* [INSTRUCTIONS TO FOLLOW] The answer must be every line of the data that holds the word "ŻURAWIA".
▽
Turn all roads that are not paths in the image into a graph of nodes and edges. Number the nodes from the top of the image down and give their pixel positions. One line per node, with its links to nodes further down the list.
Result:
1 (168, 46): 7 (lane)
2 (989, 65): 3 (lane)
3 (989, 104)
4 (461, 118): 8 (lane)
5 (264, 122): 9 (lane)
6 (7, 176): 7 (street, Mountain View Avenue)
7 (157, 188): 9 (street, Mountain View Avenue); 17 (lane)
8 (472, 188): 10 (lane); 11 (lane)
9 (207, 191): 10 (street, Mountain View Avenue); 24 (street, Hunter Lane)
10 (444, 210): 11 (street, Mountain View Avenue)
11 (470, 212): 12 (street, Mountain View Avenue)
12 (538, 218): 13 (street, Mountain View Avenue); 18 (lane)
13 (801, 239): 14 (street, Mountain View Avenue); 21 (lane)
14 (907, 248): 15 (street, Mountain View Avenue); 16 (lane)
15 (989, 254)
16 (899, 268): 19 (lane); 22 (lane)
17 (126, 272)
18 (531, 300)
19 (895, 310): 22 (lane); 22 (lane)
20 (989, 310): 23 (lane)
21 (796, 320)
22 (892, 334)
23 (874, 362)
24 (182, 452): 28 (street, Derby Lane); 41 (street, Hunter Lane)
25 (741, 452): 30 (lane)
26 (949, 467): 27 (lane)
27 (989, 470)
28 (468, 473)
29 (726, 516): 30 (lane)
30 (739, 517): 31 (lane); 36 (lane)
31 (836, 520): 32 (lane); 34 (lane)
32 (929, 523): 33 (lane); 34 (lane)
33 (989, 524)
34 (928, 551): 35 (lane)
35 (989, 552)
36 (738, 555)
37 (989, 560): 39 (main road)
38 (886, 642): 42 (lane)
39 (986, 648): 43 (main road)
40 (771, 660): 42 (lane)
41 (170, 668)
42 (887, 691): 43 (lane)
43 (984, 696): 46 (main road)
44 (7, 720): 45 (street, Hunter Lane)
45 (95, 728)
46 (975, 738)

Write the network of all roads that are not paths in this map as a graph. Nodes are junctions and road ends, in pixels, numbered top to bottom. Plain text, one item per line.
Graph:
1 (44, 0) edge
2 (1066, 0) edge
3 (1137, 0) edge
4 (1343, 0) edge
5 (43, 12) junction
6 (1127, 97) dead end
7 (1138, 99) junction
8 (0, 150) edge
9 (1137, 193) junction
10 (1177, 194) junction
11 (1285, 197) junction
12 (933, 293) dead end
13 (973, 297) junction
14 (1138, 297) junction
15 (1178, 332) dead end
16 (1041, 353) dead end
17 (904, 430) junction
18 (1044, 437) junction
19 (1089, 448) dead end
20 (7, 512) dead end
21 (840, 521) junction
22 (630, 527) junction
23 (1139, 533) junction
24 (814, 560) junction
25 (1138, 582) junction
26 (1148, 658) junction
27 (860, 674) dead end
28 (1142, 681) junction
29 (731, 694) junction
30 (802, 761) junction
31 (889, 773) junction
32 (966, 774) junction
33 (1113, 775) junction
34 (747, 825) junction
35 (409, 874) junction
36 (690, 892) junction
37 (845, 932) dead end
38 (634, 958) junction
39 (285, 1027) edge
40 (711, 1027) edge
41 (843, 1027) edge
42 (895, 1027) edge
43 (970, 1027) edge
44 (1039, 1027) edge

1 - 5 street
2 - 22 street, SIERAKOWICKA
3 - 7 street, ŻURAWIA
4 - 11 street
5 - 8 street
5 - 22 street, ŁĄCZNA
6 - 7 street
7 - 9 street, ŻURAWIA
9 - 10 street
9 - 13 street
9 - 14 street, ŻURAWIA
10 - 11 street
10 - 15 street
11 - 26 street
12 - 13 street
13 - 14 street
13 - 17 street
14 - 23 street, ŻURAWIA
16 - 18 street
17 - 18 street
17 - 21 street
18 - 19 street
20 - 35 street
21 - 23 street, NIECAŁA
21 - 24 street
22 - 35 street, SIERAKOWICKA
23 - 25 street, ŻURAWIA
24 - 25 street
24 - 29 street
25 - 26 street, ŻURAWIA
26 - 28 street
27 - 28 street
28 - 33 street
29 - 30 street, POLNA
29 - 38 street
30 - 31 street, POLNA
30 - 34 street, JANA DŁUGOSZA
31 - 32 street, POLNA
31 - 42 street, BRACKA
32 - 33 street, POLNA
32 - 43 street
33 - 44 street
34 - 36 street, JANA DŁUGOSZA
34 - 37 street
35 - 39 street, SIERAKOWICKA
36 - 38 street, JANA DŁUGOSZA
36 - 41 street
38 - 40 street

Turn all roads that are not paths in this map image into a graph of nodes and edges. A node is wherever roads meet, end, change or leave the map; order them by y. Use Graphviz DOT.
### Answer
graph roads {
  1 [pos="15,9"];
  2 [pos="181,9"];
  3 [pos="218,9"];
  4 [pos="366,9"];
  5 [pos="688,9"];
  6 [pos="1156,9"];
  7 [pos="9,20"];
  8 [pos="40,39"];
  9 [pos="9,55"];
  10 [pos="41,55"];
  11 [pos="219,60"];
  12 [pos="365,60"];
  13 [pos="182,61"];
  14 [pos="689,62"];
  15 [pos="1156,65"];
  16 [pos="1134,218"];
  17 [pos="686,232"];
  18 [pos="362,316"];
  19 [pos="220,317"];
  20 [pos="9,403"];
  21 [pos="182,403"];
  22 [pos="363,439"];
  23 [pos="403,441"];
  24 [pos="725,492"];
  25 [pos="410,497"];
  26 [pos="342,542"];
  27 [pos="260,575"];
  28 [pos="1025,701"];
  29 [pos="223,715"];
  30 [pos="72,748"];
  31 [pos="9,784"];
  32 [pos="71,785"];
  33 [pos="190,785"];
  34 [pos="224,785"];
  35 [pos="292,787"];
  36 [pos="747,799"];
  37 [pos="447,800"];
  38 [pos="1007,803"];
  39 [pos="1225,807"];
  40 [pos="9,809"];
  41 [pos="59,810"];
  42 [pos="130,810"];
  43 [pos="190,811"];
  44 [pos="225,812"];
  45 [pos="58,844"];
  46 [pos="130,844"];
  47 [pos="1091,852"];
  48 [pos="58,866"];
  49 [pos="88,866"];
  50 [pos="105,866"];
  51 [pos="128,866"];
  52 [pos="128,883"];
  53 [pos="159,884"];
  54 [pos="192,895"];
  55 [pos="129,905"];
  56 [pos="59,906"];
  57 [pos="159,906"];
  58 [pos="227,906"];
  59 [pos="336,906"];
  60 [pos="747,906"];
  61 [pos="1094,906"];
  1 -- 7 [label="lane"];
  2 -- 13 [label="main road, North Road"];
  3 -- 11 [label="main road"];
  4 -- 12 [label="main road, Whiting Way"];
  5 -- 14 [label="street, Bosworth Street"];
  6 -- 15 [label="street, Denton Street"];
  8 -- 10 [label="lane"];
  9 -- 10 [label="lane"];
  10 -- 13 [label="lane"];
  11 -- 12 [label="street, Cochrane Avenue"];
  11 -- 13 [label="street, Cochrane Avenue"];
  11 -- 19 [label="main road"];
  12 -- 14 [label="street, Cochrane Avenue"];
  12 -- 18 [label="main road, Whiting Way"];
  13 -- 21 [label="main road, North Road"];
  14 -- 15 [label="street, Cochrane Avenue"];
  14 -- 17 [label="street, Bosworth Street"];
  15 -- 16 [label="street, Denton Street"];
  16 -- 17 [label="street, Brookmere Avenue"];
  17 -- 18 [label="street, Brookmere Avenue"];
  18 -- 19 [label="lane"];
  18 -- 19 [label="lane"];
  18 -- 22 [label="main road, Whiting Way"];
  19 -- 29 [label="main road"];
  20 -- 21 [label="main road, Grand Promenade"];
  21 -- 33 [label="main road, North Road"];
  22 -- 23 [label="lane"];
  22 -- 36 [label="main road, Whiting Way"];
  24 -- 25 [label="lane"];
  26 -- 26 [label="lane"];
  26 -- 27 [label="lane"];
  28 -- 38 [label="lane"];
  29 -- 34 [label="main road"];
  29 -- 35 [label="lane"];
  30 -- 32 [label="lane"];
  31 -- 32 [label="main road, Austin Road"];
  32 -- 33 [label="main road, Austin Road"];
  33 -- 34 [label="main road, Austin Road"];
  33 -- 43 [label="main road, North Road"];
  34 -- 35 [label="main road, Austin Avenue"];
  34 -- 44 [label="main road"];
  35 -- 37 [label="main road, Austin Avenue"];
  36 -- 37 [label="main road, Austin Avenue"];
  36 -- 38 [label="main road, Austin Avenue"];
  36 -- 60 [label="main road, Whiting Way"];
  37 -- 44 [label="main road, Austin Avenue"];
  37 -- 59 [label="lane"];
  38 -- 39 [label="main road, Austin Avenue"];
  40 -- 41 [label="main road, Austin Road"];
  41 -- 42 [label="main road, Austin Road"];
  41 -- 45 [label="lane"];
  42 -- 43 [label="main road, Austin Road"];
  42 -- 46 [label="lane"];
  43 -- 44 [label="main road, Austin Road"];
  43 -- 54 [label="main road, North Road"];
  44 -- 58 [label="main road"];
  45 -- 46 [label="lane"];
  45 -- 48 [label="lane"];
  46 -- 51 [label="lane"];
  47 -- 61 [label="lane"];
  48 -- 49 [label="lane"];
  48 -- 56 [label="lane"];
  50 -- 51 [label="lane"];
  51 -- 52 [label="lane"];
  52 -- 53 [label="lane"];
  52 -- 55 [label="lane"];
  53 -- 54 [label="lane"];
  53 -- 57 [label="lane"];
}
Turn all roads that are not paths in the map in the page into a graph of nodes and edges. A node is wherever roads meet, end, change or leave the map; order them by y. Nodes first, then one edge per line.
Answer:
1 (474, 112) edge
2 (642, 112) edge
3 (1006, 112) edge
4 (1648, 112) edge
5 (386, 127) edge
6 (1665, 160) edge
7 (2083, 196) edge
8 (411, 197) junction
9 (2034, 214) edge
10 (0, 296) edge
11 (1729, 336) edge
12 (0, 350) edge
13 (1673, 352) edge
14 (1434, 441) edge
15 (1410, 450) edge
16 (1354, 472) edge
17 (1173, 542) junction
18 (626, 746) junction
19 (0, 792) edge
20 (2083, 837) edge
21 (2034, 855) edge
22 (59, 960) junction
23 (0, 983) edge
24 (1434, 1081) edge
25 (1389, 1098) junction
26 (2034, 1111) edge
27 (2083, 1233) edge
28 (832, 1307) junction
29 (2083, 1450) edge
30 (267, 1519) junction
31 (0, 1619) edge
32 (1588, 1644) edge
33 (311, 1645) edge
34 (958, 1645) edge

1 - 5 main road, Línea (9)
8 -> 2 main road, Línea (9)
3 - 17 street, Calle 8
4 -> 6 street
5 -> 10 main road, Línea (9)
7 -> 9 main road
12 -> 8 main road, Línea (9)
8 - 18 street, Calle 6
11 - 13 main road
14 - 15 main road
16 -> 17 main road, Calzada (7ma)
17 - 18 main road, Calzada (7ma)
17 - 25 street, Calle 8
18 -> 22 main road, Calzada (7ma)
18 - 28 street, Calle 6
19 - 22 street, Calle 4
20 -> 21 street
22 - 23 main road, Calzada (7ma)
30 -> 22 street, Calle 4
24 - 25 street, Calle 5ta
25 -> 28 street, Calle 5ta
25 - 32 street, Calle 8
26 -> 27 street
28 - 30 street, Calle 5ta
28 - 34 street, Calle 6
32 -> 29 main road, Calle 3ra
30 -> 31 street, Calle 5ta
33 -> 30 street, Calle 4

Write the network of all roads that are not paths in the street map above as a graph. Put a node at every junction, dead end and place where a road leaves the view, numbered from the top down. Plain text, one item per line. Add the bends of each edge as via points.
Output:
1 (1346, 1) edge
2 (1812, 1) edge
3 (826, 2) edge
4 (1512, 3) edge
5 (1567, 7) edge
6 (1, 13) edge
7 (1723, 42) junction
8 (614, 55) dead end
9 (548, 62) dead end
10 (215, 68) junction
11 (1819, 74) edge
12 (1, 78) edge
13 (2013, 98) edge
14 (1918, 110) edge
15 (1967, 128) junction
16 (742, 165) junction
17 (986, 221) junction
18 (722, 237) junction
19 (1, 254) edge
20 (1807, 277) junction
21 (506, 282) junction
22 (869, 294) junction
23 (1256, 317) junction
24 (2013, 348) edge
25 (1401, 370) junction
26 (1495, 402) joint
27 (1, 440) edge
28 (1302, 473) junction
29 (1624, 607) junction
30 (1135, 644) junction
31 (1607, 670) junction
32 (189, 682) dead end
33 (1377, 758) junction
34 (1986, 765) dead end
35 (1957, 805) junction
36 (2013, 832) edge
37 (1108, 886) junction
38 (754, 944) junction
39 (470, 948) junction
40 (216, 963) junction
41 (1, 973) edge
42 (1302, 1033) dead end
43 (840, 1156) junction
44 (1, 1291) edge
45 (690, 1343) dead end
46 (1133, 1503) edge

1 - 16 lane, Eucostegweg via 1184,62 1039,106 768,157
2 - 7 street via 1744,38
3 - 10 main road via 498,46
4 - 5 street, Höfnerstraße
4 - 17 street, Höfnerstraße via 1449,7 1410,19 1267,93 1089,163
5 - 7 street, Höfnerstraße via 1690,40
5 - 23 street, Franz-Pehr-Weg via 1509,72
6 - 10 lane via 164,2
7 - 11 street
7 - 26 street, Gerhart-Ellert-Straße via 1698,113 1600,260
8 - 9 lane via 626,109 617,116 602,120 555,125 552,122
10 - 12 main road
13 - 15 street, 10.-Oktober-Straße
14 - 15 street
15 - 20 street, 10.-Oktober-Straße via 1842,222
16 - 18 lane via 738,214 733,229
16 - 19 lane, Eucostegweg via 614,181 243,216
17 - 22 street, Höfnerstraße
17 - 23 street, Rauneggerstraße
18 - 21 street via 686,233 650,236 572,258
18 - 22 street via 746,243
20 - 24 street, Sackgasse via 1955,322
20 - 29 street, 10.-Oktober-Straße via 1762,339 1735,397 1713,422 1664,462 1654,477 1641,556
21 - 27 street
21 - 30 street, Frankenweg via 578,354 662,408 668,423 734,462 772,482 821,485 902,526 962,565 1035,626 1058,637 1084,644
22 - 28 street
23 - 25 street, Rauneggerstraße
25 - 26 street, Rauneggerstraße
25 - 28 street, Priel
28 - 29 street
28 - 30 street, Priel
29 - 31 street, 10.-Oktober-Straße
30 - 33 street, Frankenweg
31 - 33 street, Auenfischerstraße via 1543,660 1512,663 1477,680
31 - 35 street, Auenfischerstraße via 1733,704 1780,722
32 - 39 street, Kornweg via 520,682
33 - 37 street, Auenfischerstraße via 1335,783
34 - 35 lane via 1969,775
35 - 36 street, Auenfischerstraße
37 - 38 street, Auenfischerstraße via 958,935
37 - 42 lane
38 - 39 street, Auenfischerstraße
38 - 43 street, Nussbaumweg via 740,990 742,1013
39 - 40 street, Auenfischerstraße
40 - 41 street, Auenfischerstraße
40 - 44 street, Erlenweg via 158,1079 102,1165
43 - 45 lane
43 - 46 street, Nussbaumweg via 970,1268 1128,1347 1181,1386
△
* [EXERCISE OUTPUT]
3 - 7 street, ŻURAWIA
7 - 9 street, ŻURAWIA
9 - 14 street, ŻURAWIA
14 - 23 street, ŻURAWIA
23 - 25 street, ŻURAWIA
25 - 26 street, ŻURAWIA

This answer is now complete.